Et si, au cours de ton existence, tu t’es comportée en parfaite esclave, sache que pour moi, tu laisses le souvenir de la plus merveilleuse des maîtresses, celle qui fait toujours montre des qualités les plus rares dans les moments les plus difficiles, celle qui donne tout sans compter et sans jamais rien demander en retour.
Avant de mourir, tu avais, sans doute avec un sourire mutin, enlevé ton capot, dévoilant ton émouvante mécanique. Il a échappé à la fournaise et je le garderai religieusement, ce capot marqué à mon nom, pour en gratifier, parfois dans les grandes occasions, celle qui te succèdera sans jamais te remplacer.
Tout le monde connaît les qualités d’une simple 2cv, mais tu m’avais tellement imprègné de tes qualités de 4x4 que, lorsque je regardais une 2cv normale, j’avais l’impression de contempler un basset dont on aurait coupé les pattes arrière, et à qui on demanderait de gravir un escalier de marbre huilé.
ADIEU, ma JAUNE, mon amour de 2cv 4x4.
Tu éclaires, de ta jolie couleur si gaie, 12 ans de merveilleux souvenirs qui sont gravés dans mon cœur, là où les flèches des chérubins ne risquent pas de les effacer.
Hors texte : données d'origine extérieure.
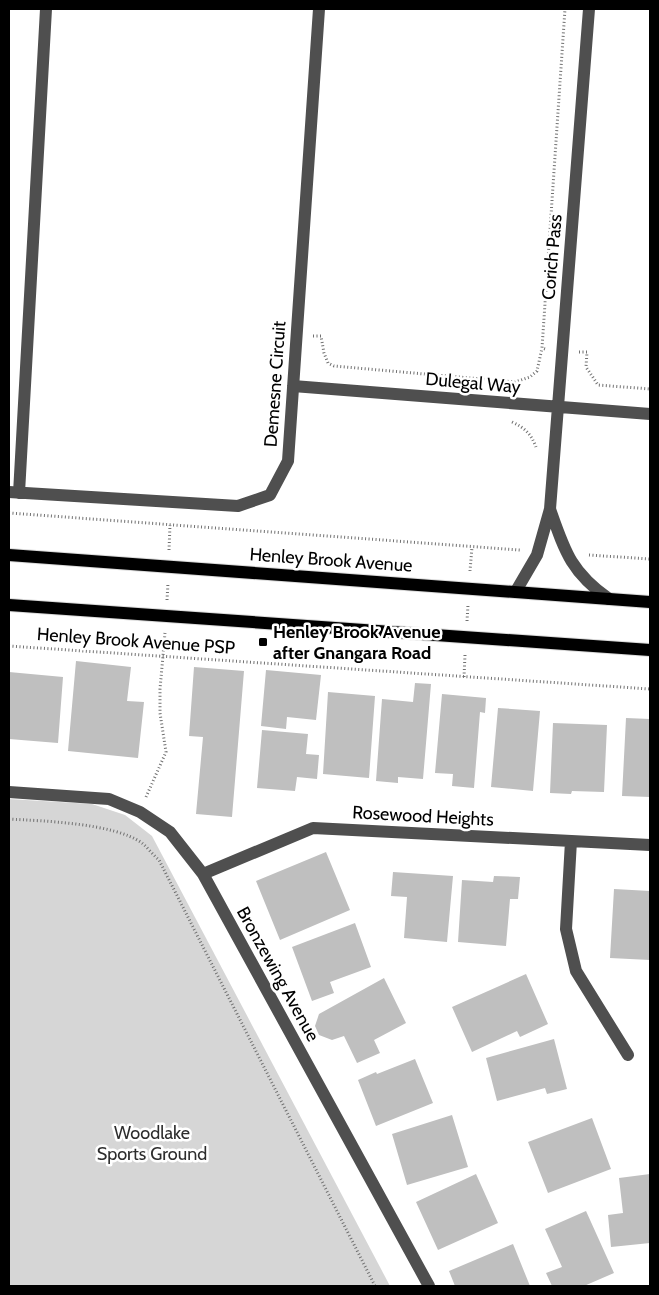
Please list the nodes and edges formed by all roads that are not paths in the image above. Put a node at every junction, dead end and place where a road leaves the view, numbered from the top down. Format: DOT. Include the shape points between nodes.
graph roads {
  1 [pos="46,9"];
  2 [pos="319,9"];
  3 [pos="589,9"];
  4 [pos="293,386"];
  5 [pos="557,408"];
  6 [pos="650,414"];
  7 [pos="14,492"];
  8 [pos="550,509"];
  9 [pos="9,555"];
  10 [pos="516,591"];
  11 [pos="609,599"];
  12 [pos="650,602"];
  13 [pos="9,605"];
  14 [pos="650,650"];
  15 [pos="9,792"];
  16 [pos="571,841"];
  17 [pos="650,845"];
  18 [pos="203,874"];
  19 [pos="628,1055"];
  20 [pos="429,1286"];
  1 -- 7 [label="street"];
  2 -- 4 [label="street, Demesne Circuit"];
  3 -- 5 [label="street, Corich Pass"];
  4 -- 5 [label="street, Dulegal Way"];
  4 -- 7 [label="street, Demesne Circuit" via="288,461 270,495 238,506"];
  5 -- 6 [label="street, Dulegal Way"];
  5 -- 8 [label="street, Corich Pass"];
  8 -- 10 [label="street, Corich Pass" via="538,552"];
  8 -- 11 [label="street, Corich Pass" via="574,566"];
  9 -- 10 [label="main road, Henley Brook Avenue"];
  10 -- 11 [label="main road, Henley Brook Avenue"];
  11 -- 12 [label="main road, Henley Brook Avenue"];
  13 -- 14 [label="main road"];
  15 -- 18 [label="street, Bronzewing Avenue" via="109,798 140,812 170,832"];
  16 -- 17 [label="street, Rosewood Heights"];
  16 -- 18 [label="street, Rosewood Heights" via="313,828"];
  16 -- 19 [label="street" via="566,929 576,971"];
  18 -- 20 [label="street, Bronzewing Avenue"];
}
En dernier clin d’œil, grâce à toi, j’espère ne pas aller en enfer car je sais qu’en proposant « un tour de 2cv 4x4 » à saint Pierre, il comprendra que « je ne pouvais pas être un mauvais homme ». ( citation de Jacques SEGUALA au sujet de la 2cv ).
ADIEU…..ma Jaune….ou plutôt….au revoir, rendez-vous sur les pistes du paradis où, en principe, il ne devrait y avoir que de braves gens qui te demanderont de les promener un peu dans la boue, frustrés qu’ils seront de toujours marcher sur les nuages.